I immediately froze the data collection to give myself some time to investigate further. As I dug deeper into the data, it became clear that only bots could have completed the large number of false responses I received in such a short period of time.

During several hundred hours of damage control and bot hunting, I developed several unique coding schemes to detect the electronic signatures of potential bots. These included impossible timestamps; not answering required questions or requests, such as consent; identical survey or open-ended responses from different “participants”; inconsistent responses to identical questions; not completing the survey; data where it shouldn’t be, like responses to questions about being a cisgender woman by participants who identified as cisgender men; impossible data values; illogical responses to open-ended questions; and completing the survey materials impossibly fast. I flagged participants with two of more of these infractions as potential bots.

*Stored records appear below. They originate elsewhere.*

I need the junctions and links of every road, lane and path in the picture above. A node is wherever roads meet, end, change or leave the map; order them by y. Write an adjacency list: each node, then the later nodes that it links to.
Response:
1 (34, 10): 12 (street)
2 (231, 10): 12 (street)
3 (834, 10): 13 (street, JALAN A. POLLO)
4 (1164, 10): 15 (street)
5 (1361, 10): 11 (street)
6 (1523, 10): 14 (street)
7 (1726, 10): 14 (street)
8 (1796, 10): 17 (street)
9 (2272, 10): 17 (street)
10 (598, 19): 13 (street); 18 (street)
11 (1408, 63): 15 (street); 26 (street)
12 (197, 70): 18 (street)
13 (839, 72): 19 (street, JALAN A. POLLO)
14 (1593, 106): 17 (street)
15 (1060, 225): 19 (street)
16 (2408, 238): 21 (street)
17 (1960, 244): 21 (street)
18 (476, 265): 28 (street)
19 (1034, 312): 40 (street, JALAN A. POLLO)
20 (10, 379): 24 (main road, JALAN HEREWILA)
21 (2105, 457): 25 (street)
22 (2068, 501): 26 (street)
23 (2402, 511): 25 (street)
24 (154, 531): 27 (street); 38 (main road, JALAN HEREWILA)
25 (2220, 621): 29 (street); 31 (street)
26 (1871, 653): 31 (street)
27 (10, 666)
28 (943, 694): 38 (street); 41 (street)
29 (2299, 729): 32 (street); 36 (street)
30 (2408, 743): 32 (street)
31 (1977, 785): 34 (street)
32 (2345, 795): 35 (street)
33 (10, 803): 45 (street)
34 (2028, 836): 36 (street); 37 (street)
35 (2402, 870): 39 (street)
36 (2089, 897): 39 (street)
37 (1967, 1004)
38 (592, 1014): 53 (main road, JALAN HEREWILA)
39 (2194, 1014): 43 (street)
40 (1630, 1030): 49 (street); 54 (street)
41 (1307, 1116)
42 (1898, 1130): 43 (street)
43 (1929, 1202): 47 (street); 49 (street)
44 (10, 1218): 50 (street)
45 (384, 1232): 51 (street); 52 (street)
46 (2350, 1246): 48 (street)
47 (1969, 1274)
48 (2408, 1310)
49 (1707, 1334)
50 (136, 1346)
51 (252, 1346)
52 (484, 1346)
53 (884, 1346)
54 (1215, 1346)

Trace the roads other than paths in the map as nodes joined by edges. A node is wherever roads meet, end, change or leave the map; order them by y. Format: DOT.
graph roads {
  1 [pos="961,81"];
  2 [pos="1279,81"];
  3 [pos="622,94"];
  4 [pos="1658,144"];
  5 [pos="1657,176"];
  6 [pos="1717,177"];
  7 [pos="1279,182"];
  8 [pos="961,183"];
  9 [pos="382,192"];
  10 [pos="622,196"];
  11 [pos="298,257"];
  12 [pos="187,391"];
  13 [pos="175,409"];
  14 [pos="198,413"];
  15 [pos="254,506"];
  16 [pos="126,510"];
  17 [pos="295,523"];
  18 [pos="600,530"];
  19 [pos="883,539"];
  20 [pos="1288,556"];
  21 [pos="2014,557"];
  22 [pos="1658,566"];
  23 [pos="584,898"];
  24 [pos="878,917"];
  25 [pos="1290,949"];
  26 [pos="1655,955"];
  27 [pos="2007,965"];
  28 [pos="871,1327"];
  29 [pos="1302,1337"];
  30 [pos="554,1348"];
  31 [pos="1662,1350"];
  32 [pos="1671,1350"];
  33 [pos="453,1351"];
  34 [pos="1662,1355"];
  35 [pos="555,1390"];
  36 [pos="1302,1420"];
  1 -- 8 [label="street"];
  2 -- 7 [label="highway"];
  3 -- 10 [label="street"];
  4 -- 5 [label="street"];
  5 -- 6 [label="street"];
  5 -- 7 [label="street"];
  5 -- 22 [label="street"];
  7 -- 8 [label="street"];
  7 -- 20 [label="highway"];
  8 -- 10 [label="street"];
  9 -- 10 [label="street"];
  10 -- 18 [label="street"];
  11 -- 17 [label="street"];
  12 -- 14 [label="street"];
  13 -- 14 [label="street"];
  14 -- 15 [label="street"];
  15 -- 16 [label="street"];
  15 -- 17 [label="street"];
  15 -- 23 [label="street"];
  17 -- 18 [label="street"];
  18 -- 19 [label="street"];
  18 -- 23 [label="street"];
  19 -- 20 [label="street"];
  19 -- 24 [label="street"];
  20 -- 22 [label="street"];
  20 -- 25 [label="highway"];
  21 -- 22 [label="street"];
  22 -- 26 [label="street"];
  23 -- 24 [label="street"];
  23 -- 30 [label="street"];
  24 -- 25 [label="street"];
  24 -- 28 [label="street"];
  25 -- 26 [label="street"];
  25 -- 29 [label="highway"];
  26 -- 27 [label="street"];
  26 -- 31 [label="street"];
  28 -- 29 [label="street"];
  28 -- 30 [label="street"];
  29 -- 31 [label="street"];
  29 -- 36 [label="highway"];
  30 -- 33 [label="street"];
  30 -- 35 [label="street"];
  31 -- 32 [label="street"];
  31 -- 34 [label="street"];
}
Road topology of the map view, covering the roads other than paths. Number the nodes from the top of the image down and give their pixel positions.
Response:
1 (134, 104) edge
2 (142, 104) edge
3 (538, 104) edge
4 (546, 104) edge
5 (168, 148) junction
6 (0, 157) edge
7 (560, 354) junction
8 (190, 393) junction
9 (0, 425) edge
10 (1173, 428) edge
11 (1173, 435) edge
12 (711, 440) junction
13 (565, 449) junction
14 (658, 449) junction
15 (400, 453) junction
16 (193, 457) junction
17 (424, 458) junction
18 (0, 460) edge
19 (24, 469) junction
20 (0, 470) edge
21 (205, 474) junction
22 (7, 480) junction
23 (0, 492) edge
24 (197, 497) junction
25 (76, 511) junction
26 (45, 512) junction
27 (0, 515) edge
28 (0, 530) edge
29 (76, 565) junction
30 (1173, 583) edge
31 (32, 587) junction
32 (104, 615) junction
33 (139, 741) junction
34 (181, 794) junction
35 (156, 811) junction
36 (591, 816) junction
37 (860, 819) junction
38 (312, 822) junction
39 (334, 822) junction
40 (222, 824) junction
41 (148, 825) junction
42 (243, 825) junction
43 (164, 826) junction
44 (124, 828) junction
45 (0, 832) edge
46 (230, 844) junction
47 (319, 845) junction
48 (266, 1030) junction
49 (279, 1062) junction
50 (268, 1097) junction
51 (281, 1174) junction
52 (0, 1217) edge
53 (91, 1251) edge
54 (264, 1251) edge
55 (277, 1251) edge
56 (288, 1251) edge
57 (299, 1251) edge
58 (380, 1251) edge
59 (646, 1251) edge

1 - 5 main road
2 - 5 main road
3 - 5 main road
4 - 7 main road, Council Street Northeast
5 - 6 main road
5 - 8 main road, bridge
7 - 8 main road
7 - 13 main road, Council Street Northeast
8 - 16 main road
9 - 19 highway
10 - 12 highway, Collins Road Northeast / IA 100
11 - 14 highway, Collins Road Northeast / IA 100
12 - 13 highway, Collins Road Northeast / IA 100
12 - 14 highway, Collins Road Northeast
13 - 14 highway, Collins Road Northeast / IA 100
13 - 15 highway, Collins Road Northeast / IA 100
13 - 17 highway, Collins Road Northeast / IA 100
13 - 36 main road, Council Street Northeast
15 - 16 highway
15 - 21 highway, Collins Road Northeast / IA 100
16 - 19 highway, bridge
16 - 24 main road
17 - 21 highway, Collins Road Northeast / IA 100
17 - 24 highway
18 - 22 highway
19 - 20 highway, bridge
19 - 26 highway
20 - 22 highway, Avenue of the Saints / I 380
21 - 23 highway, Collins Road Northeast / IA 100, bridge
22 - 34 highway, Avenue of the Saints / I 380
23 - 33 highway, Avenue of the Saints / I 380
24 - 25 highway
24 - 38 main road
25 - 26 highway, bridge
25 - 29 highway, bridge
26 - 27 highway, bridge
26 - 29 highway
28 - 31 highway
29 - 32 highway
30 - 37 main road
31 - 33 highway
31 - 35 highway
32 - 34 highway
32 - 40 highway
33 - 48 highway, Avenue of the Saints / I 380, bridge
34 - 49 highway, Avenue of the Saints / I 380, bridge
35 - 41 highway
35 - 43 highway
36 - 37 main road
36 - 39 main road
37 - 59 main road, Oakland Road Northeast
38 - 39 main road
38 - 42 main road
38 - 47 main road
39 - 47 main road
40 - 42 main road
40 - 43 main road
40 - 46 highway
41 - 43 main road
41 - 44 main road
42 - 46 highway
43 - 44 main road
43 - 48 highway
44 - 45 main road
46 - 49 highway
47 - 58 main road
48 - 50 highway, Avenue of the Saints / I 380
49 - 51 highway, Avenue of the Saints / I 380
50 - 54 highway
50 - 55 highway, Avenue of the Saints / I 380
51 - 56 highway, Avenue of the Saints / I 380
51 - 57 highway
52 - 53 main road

Among the responses I received during the 12 hours the survey was live, only 11, or about 3%, were not flagged as bots. Had I not done this analysis, I might have unwittingly paid bots about $6,000, a big chunk of my research funds, for unusable data. I ultimately paid only the human participants for their time, and plan to use the money I wasn’t hoodwinked out of to reopen the original study on LGBTQ+ communities and eating behaviors, with much improved bot-detection tools.

Instead of being angered by this experience, I’m grateful I had it, since it has opened up a new avenue of research for me.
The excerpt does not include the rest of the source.